(Entries taken from a collection)

§ §

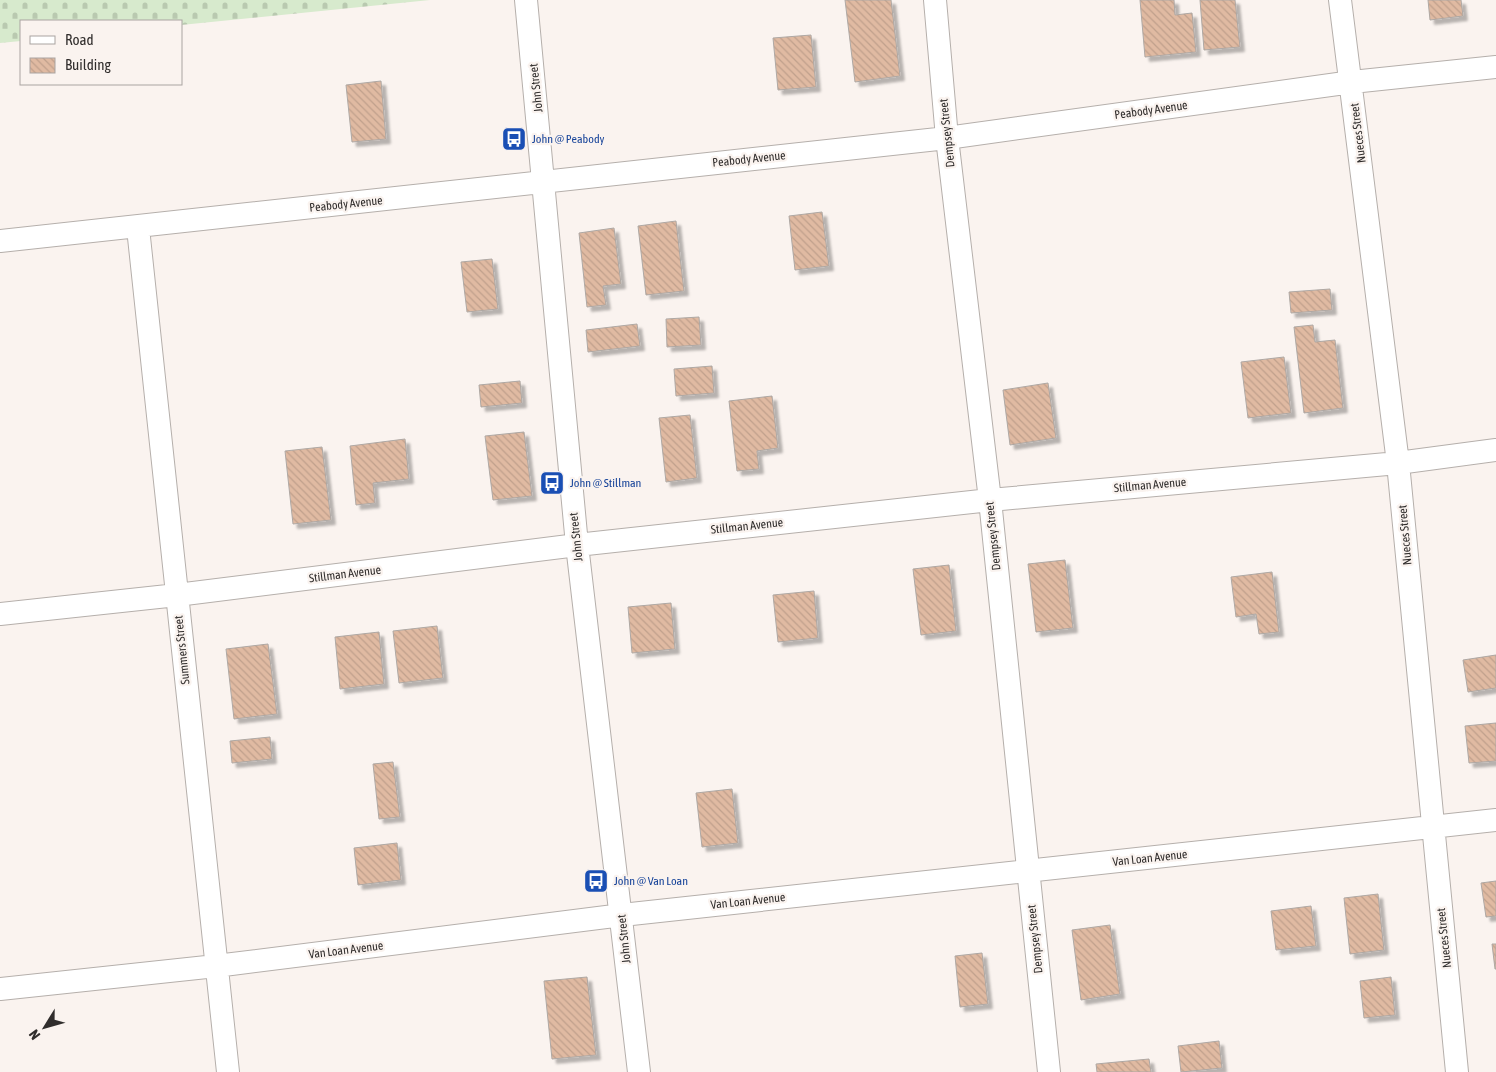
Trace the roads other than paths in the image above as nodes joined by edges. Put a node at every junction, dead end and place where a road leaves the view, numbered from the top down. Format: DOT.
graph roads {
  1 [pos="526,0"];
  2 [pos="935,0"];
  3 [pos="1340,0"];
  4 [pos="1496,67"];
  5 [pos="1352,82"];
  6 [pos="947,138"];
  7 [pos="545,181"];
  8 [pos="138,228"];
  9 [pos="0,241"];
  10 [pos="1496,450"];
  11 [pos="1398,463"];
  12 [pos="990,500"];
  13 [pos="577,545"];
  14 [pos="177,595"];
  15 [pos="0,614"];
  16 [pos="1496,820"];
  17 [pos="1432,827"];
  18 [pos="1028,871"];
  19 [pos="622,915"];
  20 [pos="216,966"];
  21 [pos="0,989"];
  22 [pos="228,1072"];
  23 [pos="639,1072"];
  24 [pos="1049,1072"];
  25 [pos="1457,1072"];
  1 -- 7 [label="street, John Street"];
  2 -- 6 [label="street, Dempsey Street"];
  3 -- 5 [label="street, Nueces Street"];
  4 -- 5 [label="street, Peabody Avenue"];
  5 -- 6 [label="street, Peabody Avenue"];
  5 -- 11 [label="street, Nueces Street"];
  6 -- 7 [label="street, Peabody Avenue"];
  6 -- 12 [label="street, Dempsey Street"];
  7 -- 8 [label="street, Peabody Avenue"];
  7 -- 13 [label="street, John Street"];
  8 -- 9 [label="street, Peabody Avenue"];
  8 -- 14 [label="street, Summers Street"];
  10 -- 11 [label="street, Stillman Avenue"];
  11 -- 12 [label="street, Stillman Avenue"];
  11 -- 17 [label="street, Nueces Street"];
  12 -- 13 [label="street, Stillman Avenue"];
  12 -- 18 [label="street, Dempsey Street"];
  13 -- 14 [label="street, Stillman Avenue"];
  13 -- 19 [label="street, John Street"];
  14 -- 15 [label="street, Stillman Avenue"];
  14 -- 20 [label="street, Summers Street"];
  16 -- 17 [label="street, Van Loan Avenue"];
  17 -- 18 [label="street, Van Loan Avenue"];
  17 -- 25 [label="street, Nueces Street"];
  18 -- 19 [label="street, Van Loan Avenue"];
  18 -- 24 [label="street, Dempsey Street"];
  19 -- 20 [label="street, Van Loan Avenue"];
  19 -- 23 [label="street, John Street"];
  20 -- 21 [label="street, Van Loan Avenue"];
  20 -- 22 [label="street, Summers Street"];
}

§ §

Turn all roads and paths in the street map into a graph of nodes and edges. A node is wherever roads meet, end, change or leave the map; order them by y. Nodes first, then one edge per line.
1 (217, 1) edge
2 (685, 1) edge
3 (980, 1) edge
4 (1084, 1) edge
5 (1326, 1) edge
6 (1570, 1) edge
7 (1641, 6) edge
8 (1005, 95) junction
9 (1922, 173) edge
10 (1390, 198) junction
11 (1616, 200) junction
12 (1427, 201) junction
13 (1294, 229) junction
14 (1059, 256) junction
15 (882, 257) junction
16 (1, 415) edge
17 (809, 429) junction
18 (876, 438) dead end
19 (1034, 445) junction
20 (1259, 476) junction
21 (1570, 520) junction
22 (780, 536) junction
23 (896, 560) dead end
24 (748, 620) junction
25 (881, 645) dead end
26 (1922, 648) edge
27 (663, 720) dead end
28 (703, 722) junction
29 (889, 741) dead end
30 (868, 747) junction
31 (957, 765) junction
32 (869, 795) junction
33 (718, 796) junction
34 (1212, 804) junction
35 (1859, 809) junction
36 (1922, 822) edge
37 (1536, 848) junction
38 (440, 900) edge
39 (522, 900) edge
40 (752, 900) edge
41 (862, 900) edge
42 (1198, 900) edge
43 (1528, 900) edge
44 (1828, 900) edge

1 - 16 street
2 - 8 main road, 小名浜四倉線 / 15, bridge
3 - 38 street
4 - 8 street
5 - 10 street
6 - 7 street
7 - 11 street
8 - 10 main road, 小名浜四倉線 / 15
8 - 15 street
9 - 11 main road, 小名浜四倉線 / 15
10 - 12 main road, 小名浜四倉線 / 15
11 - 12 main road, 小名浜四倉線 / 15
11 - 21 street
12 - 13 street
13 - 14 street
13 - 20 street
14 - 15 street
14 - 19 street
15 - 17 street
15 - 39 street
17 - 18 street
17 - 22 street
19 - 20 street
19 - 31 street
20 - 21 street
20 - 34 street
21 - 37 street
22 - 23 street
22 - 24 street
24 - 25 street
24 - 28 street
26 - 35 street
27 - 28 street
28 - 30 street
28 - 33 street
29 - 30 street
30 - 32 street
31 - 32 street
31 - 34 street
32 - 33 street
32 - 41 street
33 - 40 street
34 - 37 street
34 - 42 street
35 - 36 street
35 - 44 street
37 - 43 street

§ §

WORK TO BE COMPLETED | In the lines above, locate the string "John". Copy every line where it occurs.

FINAL ANSWER |
  1 -- 7 [label="street, John Street"];
  7 -- 13 [label="street, John Street"];
  13 -- 19 [label="street, John Street"];
  19 -- 23 [label="street, John Street"];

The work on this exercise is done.